▶ _Exercise_:
Your response should contain each line of the data that includes "Yavapai".
START Excerpted records
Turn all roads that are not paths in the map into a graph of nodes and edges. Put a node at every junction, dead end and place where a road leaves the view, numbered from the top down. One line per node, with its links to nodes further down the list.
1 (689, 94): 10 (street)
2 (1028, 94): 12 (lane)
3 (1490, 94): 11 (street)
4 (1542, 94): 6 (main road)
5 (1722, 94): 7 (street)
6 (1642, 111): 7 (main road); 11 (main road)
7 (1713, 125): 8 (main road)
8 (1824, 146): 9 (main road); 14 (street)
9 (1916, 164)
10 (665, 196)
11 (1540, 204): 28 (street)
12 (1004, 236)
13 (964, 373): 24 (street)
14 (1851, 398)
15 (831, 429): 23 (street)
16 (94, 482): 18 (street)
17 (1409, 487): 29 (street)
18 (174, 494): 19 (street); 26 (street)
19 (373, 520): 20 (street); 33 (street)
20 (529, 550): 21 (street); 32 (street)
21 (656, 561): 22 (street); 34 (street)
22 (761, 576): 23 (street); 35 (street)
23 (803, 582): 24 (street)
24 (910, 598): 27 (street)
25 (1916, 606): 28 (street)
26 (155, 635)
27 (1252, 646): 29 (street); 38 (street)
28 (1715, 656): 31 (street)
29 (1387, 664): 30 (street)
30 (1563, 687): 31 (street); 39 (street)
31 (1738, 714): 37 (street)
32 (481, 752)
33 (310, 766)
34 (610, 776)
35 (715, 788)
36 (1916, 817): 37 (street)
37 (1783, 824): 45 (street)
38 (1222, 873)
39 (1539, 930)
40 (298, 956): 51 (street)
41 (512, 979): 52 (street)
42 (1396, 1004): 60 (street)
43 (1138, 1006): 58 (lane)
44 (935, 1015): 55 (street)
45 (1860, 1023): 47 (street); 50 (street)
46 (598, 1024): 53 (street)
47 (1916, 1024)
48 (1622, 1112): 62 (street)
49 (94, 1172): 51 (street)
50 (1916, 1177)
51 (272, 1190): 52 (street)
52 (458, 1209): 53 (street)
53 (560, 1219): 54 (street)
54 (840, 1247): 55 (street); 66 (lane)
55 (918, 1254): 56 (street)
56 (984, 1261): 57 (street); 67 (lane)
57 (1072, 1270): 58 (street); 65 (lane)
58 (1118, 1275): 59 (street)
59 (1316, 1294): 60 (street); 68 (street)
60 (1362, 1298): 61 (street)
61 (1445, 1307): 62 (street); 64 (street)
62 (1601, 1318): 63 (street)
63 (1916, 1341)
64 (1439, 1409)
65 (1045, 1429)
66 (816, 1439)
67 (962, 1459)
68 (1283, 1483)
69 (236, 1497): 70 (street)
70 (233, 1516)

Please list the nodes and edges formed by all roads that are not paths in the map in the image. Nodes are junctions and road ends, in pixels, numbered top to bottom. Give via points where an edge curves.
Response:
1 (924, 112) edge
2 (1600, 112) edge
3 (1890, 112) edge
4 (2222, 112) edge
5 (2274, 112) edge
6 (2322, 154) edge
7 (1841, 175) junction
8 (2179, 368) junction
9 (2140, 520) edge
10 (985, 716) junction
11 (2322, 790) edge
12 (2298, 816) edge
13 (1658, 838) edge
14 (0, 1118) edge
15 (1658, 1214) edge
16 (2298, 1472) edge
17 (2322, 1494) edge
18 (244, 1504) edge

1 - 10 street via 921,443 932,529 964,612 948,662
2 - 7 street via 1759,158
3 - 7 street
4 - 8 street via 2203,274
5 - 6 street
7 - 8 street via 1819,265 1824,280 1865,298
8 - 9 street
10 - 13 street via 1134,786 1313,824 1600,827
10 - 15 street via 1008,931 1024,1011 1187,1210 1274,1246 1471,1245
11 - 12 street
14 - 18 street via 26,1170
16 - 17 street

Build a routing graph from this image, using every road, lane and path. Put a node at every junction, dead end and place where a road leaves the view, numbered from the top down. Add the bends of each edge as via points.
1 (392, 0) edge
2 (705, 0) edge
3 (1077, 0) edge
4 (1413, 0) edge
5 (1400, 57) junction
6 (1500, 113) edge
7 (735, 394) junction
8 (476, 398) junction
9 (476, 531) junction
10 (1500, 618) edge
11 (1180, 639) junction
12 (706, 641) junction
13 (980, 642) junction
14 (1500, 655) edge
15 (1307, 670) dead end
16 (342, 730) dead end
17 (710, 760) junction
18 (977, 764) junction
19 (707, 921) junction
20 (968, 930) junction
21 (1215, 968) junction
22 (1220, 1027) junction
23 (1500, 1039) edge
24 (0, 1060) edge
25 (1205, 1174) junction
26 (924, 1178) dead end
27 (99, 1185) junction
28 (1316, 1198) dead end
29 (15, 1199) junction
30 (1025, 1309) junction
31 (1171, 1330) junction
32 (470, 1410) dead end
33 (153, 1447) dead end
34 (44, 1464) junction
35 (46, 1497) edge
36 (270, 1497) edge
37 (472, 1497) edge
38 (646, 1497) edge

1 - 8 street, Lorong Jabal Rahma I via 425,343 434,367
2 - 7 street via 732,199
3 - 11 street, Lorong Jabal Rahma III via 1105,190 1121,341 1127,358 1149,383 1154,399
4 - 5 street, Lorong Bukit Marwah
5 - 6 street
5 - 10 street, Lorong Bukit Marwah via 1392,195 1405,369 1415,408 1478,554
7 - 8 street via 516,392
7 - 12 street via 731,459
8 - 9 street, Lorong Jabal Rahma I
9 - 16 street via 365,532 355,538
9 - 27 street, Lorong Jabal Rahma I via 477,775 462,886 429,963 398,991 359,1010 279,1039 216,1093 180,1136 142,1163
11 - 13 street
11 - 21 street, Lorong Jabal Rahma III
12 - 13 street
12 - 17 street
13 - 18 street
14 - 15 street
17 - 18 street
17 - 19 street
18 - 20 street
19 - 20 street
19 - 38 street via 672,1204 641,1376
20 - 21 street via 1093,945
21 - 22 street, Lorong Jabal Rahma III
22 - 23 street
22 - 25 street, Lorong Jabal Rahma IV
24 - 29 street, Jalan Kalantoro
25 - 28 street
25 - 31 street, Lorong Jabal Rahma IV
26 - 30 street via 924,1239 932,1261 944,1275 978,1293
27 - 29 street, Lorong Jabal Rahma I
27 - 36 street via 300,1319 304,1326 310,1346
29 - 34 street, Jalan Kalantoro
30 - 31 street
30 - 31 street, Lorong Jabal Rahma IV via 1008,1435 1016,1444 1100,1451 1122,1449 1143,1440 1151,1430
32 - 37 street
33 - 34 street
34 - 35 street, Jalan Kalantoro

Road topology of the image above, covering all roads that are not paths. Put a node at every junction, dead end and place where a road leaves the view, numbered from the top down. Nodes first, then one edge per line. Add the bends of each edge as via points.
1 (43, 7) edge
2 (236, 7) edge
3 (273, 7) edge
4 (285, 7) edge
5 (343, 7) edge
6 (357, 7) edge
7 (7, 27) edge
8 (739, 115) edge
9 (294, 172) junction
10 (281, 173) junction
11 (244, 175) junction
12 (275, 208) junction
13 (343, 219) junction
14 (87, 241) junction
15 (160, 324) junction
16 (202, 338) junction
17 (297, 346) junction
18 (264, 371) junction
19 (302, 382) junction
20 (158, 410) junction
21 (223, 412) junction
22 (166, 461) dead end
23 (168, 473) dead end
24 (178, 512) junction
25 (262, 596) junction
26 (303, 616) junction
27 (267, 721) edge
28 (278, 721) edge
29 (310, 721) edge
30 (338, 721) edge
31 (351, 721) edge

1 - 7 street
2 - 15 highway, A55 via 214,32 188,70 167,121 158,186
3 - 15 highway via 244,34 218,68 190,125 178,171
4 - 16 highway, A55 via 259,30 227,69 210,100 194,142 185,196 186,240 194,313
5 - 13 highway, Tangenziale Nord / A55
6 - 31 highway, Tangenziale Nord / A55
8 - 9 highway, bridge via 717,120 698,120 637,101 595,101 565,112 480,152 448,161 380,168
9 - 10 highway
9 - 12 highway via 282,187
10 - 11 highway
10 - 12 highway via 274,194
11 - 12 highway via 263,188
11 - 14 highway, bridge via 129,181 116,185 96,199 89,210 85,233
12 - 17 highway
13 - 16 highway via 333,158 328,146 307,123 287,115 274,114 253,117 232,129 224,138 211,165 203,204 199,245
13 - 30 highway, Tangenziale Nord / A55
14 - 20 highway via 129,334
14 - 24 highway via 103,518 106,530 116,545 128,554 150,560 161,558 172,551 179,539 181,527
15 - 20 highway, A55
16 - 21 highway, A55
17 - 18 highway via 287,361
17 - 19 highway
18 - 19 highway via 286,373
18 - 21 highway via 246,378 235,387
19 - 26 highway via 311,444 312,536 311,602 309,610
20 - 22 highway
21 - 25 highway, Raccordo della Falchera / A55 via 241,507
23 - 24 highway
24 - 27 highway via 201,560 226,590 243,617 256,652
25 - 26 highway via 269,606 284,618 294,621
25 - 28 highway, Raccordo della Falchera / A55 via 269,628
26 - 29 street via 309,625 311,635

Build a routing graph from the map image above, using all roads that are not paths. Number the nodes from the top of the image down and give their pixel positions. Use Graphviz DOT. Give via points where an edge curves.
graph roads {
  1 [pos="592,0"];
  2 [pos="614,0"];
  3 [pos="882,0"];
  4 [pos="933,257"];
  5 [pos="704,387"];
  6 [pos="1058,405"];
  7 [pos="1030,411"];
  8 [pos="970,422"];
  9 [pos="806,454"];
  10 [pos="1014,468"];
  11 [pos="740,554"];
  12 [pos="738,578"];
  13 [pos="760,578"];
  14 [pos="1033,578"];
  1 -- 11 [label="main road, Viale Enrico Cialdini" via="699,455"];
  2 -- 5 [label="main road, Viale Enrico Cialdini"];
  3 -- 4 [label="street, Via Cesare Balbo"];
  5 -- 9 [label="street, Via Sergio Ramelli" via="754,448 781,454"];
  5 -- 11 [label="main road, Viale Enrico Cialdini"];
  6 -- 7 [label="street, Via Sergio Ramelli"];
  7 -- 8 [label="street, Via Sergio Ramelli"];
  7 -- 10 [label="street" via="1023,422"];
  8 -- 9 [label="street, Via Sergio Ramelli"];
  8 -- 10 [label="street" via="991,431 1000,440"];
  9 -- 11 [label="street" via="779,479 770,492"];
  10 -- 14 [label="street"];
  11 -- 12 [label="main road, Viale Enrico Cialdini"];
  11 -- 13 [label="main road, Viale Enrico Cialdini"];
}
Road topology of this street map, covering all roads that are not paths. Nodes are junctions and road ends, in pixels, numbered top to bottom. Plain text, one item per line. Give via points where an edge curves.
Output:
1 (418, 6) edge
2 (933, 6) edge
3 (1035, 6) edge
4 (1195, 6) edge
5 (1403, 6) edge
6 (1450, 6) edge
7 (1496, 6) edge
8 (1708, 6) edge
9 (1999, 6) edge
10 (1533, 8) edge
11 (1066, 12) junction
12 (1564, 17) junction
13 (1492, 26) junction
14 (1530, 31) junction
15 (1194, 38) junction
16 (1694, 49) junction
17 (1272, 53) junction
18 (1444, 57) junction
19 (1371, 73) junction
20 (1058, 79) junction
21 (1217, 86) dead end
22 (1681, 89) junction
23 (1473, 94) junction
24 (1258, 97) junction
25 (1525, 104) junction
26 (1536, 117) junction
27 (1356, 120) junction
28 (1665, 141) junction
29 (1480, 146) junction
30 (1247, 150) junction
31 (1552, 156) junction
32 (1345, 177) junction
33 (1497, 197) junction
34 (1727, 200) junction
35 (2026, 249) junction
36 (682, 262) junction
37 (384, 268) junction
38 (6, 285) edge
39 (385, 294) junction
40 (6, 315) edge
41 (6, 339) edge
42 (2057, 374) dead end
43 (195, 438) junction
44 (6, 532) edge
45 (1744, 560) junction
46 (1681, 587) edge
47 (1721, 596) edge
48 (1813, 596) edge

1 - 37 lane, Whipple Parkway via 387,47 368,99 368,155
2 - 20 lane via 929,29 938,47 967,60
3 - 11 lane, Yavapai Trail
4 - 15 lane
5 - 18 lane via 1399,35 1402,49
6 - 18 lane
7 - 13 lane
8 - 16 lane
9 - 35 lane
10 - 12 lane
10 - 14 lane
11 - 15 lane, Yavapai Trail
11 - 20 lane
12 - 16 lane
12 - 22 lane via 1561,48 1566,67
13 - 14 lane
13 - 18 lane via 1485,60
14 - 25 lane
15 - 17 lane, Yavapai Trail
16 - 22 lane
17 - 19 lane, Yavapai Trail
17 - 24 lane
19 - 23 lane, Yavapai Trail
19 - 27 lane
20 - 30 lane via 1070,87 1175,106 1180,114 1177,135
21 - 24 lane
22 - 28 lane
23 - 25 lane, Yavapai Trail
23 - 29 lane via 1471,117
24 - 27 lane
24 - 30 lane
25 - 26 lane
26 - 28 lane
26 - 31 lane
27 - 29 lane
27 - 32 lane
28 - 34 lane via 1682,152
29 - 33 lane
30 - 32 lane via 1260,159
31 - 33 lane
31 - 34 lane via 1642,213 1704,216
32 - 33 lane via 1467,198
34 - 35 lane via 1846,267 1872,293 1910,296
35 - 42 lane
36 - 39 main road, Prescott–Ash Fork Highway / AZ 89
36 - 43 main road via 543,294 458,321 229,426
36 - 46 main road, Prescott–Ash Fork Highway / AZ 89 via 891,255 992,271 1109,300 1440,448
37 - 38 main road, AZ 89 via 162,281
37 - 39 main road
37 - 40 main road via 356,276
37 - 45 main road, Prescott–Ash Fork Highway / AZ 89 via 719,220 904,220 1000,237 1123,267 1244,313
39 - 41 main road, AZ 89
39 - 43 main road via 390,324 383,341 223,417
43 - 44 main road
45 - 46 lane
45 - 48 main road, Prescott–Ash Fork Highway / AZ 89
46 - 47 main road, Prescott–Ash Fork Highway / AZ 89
END Excerpted records
▶ _Response to the exercise_:
3 - 11 lane, Yavapai Trail
11 - 15 lane, Yavapai Trail
15 - 17 lane, Yavapai Trail
17 - 19 lane, Yavapai Trail
19 - 23 lane, Yavapai Trail
23 - 25 lane, Yavapai Trail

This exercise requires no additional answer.